Most arbitration institutions adopt rules on court appointment and arbitration procedures. In many cases, the rules of procedure will give the Tribunal a great deal of discretion in determining the nature and timing of the various stages of the arbitration process. B such as filing briefs, exchanging documents and testimonies, and planning hearings. Under English law, there is an implicit duty of confidentiality in arbitration proceedings, but this is not the case in some other jurisdictions. If confidentiality is important, you should consider keeping an explicit commitment, arbitration and all documents generated for confidential arbitration in the compromise clause. You may not have to do this in all cases, as some institutional provisions already provide for confidentiality. This may affect the qualifications and expertise required by potential arbitrators and should be included in the arbitration clause. Parties may agree to waive the right to appeal in legal status to ensure that an arbitral award is final and binding, as far as the laws of the state concerned permit. Some institutional rules (such as the CCI and LCIA rules) also include this exemption. In order to reduce costs and improve the efficiency of dispute resolution, companies often require their clients and employees to sign an arbitration agreement. Unfortunately, but because arbitration clauses often appear as a “fine impression” in long standard contracts, people often sign arbitration agreements without realizing that they are doing so. 7.Finality Is it wise to include a provision that states that the award is final? This does not exclude the possibility of an appeal, but specifies that the parties intend to comply immediately with the sentence or to make it legally enforceable.

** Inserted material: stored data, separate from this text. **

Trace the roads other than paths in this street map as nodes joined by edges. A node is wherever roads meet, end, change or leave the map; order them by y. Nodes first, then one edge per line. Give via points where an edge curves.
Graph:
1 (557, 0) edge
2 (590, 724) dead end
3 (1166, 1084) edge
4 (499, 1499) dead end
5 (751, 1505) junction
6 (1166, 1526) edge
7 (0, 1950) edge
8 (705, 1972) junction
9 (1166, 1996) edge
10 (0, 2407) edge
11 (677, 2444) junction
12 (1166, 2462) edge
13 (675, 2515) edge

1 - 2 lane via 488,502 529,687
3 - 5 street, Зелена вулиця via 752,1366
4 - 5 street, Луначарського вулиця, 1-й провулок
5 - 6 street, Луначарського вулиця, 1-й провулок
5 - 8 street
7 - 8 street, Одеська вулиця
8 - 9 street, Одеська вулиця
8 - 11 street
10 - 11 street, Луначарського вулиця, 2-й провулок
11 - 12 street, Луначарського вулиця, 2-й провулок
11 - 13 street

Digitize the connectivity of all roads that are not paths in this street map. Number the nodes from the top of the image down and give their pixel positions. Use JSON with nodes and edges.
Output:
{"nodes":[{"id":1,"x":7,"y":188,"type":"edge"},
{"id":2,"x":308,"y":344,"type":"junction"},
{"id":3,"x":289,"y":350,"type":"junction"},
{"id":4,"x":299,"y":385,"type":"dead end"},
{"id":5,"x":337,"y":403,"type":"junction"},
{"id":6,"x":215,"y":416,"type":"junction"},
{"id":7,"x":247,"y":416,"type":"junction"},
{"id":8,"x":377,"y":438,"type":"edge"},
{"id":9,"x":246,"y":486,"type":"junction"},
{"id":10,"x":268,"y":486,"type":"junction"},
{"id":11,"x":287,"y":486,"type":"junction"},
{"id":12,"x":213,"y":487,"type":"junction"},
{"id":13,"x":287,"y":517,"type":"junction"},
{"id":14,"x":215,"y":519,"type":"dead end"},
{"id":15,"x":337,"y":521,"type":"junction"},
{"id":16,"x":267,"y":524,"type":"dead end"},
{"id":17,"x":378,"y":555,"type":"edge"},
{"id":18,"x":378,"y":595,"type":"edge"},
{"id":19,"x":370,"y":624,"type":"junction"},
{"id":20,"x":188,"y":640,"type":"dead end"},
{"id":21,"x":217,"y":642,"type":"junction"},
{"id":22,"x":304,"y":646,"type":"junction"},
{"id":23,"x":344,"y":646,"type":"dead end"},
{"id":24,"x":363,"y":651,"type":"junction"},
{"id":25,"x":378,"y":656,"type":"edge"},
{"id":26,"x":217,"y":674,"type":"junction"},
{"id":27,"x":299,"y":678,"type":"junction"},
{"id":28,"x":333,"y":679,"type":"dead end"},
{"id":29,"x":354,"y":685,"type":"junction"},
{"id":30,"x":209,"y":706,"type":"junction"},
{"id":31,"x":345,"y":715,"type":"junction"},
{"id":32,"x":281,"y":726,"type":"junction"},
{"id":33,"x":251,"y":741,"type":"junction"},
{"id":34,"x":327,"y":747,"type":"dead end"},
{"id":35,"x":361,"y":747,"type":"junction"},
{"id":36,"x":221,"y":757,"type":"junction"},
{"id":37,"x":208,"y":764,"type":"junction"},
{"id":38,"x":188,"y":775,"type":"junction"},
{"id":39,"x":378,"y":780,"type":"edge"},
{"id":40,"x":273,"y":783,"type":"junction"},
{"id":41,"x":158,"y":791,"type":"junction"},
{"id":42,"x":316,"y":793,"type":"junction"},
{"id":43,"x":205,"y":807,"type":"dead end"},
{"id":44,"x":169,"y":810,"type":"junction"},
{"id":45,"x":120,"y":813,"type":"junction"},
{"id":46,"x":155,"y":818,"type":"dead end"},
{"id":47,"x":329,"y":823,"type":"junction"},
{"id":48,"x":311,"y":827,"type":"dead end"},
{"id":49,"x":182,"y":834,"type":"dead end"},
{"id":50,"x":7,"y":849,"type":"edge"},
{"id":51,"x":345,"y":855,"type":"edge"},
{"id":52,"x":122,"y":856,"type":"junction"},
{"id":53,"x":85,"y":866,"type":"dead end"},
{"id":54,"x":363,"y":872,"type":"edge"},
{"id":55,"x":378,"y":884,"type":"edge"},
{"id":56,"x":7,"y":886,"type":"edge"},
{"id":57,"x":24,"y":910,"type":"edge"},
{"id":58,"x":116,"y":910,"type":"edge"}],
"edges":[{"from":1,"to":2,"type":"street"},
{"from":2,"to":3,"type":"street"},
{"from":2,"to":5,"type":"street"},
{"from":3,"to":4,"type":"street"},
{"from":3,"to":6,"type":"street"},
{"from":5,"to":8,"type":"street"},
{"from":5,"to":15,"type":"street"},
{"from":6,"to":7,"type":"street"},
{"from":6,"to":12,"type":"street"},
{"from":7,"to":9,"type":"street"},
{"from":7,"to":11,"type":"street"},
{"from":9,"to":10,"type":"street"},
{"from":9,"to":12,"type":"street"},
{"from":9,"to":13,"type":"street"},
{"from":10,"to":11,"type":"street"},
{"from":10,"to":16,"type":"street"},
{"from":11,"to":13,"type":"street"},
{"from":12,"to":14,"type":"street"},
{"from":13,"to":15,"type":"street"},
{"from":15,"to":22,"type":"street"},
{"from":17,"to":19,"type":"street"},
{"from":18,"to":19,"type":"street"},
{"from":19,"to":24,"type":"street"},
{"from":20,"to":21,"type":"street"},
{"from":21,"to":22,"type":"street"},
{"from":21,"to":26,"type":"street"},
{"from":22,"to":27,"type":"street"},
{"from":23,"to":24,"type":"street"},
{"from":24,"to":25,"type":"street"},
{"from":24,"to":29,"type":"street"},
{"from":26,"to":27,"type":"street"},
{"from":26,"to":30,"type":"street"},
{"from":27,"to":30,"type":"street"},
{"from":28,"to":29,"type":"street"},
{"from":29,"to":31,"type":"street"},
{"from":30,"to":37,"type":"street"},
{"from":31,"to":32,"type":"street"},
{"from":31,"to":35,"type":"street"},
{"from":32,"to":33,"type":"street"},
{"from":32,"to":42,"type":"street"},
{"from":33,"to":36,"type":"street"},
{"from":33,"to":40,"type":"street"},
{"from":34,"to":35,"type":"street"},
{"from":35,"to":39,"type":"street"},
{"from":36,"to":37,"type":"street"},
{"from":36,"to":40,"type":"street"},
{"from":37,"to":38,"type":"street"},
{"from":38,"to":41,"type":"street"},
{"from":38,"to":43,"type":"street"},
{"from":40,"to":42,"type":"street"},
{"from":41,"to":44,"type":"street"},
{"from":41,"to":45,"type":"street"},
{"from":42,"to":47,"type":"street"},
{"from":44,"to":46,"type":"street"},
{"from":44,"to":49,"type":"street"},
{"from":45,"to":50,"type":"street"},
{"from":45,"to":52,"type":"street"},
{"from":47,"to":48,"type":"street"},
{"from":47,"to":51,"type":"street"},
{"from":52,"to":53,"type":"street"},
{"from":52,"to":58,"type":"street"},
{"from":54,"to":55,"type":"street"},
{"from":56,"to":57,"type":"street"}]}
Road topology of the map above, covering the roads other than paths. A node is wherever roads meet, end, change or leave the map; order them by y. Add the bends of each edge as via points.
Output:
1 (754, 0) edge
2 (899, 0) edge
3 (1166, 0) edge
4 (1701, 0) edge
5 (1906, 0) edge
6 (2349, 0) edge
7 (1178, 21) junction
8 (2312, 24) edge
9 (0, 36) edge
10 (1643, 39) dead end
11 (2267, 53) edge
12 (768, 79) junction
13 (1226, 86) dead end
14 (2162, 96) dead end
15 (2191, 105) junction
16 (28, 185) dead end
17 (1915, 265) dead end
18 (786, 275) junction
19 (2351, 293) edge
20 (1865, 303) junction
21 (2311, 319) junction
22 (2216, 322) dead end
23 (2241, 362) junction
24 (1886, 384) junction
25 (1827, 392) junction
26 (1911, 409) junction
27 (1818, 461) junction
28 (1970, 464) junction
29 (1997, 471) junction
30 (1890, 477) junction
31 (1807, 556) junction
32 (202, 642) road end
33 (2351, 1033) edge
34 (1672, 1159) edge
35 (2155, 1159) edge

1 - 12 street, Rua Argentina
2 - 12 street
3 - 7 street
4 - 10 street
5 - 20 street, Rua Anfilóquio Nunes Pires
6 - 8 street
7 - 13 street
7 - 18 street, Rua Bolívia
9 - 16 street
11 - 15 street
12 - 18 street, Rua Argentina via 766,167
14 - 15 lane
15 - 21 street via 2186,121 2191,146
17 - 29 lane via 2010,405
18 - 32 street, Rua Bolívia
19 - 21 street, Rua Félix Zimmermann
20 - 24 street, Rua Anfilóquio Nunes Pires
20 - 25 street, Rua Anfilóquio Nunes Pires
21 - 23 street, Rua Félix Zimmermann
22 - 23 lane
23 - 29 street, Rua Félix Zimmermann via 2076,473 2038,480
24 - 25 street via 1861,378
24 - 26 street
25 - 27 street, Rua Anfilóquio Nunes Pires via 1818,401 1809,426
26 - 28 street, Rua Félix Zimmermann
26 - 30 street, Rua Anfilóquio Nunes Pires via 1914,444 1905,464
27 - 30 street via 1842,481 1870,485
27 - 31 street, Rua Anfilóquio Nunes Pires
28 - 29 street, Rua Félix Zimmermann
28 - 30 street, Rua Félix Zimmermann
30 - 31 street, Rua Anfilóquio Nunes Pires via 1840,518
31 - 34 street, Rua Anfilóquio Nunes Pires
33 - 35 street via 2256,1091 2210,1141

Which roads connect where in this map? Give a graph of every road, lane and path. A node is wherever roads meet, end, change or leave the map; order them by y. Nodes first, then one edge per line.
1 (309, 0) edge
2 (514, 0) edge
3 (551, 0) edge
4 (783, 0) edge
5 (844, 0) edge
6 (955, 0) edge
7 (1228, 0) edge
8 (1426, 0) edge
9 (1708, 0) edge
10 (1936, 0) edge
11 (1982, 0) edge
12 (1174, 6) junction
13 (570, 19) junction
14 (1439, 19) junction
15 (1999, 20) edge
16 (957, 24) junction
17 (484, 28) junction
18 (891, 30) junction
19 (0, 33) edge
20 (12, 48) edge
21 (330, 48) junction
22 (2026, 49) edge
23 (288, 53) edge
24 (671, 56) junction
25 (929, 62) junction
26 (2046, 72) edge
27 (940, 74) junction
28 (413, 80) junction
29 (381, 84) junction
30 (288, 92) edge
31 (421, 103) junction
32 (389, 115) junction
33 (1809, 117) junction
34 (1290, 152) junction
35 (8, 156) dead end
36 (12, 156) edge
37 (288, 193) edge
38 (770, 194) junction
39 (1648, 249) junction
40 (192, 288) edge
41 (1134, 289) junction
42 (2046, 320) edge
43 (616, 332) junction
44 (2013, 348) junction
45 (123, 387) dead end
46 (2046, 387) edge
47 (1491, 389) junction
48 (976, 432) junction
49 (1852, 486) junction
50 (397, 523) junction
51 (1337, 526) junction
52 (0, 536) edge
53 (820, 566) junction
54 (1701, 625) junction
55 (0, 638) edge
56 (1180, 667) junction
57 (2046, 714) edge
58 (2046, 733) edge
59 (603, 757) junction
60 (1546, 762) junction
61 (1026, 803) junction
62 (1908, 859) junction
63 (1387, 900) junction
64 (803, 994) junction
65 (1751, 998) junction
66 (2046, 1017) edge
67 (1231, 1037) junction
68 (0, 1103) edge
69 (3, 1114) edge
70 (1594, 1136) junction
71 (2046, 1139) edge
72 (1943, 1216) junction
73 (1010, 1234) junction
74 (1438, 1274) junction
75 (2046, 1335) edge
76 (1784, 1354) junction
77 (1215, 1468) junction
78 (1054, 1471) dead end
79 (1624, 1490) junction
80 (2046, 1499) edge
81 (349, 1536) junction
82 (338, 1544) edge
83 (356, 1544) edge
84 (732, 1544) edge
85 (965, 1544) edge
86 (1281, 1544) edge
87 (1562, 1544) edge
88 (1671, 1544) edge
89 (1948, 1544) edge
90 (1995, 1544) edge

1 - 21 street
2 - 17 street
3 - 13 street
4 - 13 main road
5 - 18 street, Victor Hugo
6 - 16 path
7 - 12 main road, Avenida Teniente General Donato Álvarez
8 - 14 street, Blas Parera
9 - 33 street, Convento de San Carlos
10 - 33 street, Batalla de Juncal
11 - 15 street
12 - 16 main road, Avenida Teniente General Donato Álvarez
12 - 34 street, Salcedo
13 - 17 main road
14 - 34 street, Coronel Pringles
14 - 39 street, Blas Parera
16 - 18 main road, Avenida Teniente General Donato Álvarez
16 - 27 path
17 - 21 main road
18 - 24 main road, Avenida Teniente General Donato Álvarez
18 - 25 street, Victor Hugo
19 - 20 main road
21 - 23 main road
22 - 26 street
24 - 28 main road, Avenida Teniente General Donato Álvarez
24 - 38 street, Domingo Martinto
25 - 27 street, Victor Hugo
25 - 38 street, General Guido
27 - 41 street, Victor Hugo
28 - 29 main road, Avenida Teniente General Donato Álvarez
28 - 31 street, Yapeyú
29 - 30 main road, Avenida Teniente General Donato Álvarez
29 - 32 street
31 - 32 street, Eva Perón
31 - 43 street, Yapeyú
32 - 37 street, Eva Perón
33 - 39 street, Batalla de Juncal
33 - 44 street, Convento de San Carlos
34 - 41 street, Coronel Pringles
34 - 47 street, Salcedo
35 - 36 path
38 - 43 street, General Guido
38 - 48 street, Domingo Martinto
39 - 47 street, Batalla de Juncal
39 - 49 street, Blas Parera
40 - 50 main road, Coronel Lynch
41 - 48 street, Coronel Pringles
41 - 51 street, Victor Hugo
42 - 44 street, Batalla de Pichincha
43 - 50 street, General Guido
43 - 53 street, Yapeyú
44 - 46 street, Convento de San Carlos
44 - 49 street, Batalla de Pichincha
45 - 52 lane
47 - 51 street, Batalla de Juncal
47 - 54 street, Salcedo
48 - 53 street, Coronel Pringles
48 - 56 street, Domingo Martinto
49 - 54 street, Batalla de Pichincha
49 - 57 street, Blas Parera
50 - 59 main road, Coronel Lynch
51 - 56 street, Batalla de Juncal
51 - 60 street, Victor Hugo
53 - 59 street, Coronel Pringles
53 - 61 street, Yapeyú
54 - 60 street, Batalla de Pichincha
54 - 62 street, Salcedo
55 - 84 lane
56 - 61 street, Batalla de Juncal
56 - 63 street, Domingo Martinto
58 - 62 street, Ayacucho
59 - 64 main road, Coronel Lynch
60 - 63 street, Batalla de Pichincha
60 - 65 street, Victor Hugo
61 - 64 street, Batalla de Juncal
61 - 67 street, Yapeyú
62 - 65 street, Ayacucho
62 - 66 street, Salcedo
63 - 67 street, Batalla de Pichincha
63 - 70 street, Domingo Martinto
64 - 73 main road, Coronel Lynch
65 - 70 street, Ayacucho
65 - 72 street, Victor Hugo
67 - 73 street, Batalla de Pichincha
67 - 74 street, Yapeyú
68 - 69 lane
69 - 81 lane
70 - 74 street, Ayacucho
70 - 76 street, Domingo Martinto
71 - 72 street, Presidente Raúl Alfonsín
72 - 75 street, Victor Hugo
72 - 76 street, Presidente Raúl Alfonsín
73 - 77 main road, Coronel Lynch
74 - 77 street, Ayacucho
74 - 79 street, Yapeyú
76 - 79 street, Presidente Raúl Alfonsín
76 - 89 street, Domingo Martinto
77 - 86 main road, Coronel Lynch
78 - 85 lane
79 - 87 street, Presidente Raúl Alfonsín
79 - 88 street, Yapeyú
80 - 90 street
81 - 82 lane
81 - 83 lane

According to the widely accepted principle of “dissociability,” a compromise clause in a contract is deemed separate from the contract in which it is located. This means that the compromise clause survives the termination of the contract and allows all claims arising from that termination to be referred to arbitration. It is generally considered that, if the choice of the compromise clause is not made separately, the applicable law of the contract as a whole is also the applicable law of the compromise clause. Some of these issues lead to different design points and others, for example, provide information on the arbitration rules to be chosen. Parties are often unable to accurately predict the types of conflicts that may arise and how their opponents might react. However, they may have a broad idea and, taking into account potential threats, the parties can tailor the arbitration mechanism to the likely types of litigation. For example, if your counterparty is a state entity in a country where state-owned enterprises are known to take advantage of every opportunity to delay proceedings, an arbitration procedure managed by a well-known international arbitration institution is probably preferable to ad hoc arbitration. Make sure all parties are able to conclude the agreement. For example, French public bodies generally do not have the right to mediate in national arbitrations, unless this has been authorized by decree.
Under Dubai law, if the Dubai government or its divisions and companies are parties to the agreement, arbitration must take place in Dubai and must be governed by Dubai procedures and laws, unless the ruler of Dubai has granted a waiver. Unlike a typical court proceeding, arbitration appeals are not admissible unless it is proven that the arbitrator was biased or that his opinion was contrary to public policy. If you think about where you should choose, think about how the process can support national courts at headquarters. They should consider law enforcement and check whether the headquarters are located in a country that is a party to an international agreement such as New York.